Obavid and his brothers pushed their wheelchair bound father across the Serbian border and boarded a train to Croatia where their father's wheelchair broke. Despite frantic pleading to authorities, Obavid recalls their refusal to assist resulting in him carrying his dad alongside his two brothers for six gruelling miles. "I don't know what we did, but it was clear they did not want us. They saw [us and my dad] and they did not help us." Furious at the memory, he continues recounting their journey, "we would have been better staying in Lebanon". My heart sank as he said these words thinking about how his entry into Europe was marred with such negativity. Obavid looks around at the station walls and volunteers handing out food, pausing frequently to watch over his father's new wheelchair- a habit formed from over two years of constant vigilance. He then smiles a little and says that for the first time in three years he feels things are a little better. As I take the photo and thank Obavid and his brothers, his dad nods his head slowly and gives me a gentle smile extending me his hand.


Standing restlessly, Zid a former History and Geography teacher from Daraa, Syria, points across to a huge crowd that pours over and around barricades. He tells me his son has been waiting in there for two days in order to get documents that will enable them to leave the disorder in Preševo camp.

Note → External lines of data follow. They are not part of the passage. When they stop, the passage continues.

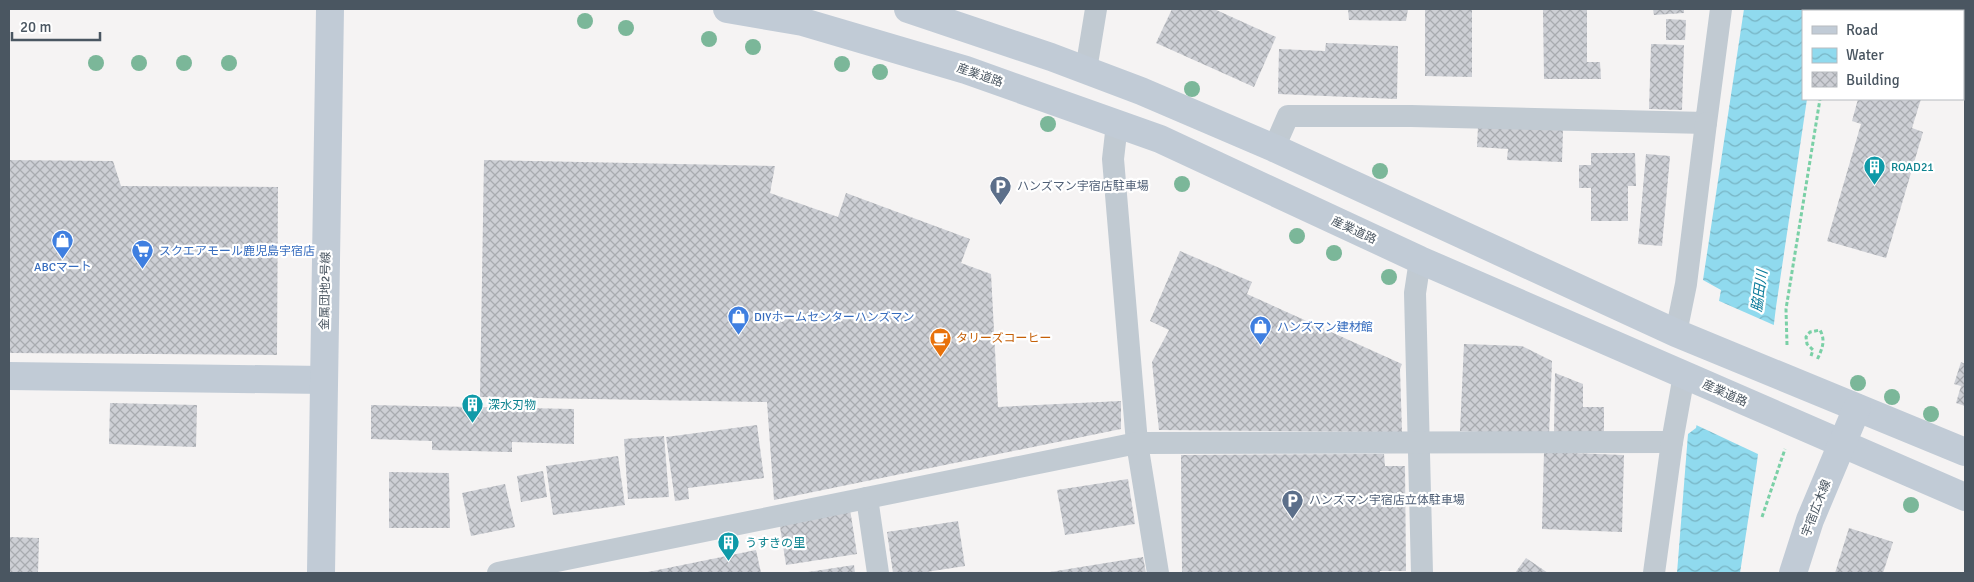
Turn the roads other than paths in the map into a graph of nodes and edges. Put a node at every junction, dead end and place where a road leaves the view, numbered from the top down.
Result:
1 (330, 9) edge
2 (727, 9) edge
3 (908, 9) edge
4 (1096, 9) edge
5 (1721, 9) edge
6 (1086, 70) junction
7 (1706, 123) junction
8 (1117, 124) junction
9 (1274, 148) junction
10 (1420, 260) junction
11 (1676, 333) junction
12 (1684, 375) junction
13 (9, 376) edge
14 (324, 380) junction
15 (1857, 408) junction
16 (1419, 441) junction
17 (1672, 442) junction
18 (1137, 443) junction
19 (1842, 445) junction
20 (1965, 452) edge
21 (1965, 497) edge
22 (867, 498) junction
23 (574, 566) edge
24 (321, 573) edge
25 (498, 573) edge
26 (878, 573) edge
27 (1158, 573) edge
28 (1422, 573) edge
29 (1654, 573) edge
30 (1793, 573) edge

1 - 14 main road, 金属団地2号線
2 - 8 main road, 産業道路
3 - 6 main road
4 - 6 street
5 - 7 street
6 - 9 main road
7 - 9 street
7 - 11 street
8 - 10 main road, 産業道路
8 - 18 street
9 - 11 main road
10 - 12 main road, 産業道路
10 - 16 street
11 - 15 main road
12 - 17 street
12 - 19 main road, 産業道路
13 - 14 main road
14 - 24 main road, 金属団地2号線
15 - 19 main road, 宇宿広木線
15 - 20 main road
16 - 17 street
16 - 18 street
16 - 28 street
17 - 29 street
18 - 22 street
18 - 27 street
19 - 21 main road, 産業道路
19 - 30 main road, 宇宿広木線
22 - 23 street
22 - 26 street
23 - 25 street

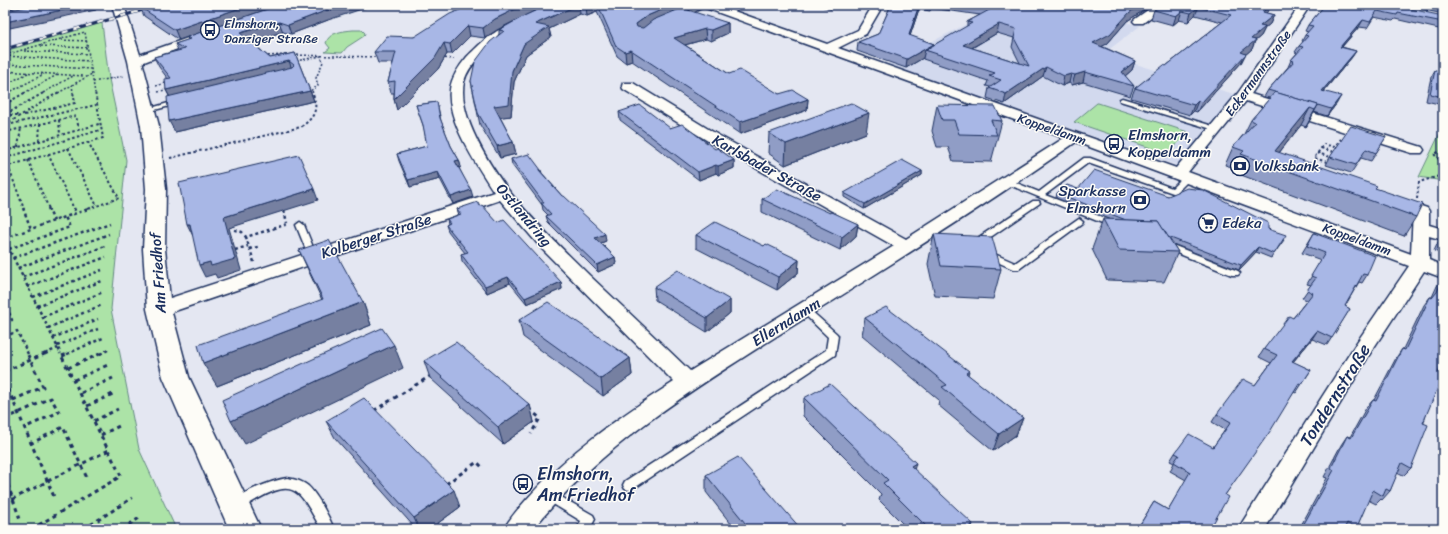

Zid describes to me how he had fled barrel bombs and Daesh (IS) only to arrive in "this"- waving his arms up in frustration at the situation in the camp. He shrugs and smiles tiredly saying at least his son is safe. I ask him where he wants to end up ideally and he says either Germany or Norway. 


Kara Tepe Refugee camp, Lesbos.


Sitting with half his body leaning into a communal tent and his legs dangling out, a man  blissfully puffing away on his cigarette in the mid day heat beckons me over. Hardship seems to have ingrained itself in his eyes and mannerisms. We are in Kara Tepe, a camp that holds mainly Syrian refugees in Lesbos. He introduces himself as Mu'ayyad, a Syrian Kurd, and as he relays his story he takes an occasional pause followed up by a long exhale of his cigarette, staring off into the hills and olive trees by the tents before continuing. He tells me not to photograph him but agrees to talk about his journey with me.  Mu'ayyad's first destination having fled Syria was Turkey. "I fled Syria from [the] bombs only to go North [to Kobane, where Turkey is launching air strikes against Kurds] and get bombed by another country! I fled to another monster's mouth ! " Asking whether he felt comfortable in the Kurdish controlled regions of Northern Syria with other Kurds, he shakes his head. Mu'ayyad pensively tells me, "God should not be in politics. It is a dangerous thing."

Mu'ayyad's time in Lebanon was a largely negative experience resulting in him deciding to take the risk and cross over to Lesbos. Here he struggles to sleep from the nights that are becoming colder and he despises the in-fighting that occurs between different nationalities in the camps. Jokingly he says, "we all hate fighting and fled from it only to go here [and] first thing we do in camp is fight with one another for beds! No rest ! " In Lesbos there are two main camps; Moria, for the non Syrians, and Kara Tepe for the Syrians. Recently there has been criticism of Syrians receiving preferential treatment such as better facilities and processing times than non-Syrians, resulting in some bitterness within the camps. He tells me of his wish to continue being an electrician and motorcycle mechanic in Europe and that he has had enough of moving around and having terrible things happen to his friends and himself. We bid each other farewell. I turn back and see him wistfully looking out over the tent tops, his cigarette hanging lopsidedly from the corner of his mouth.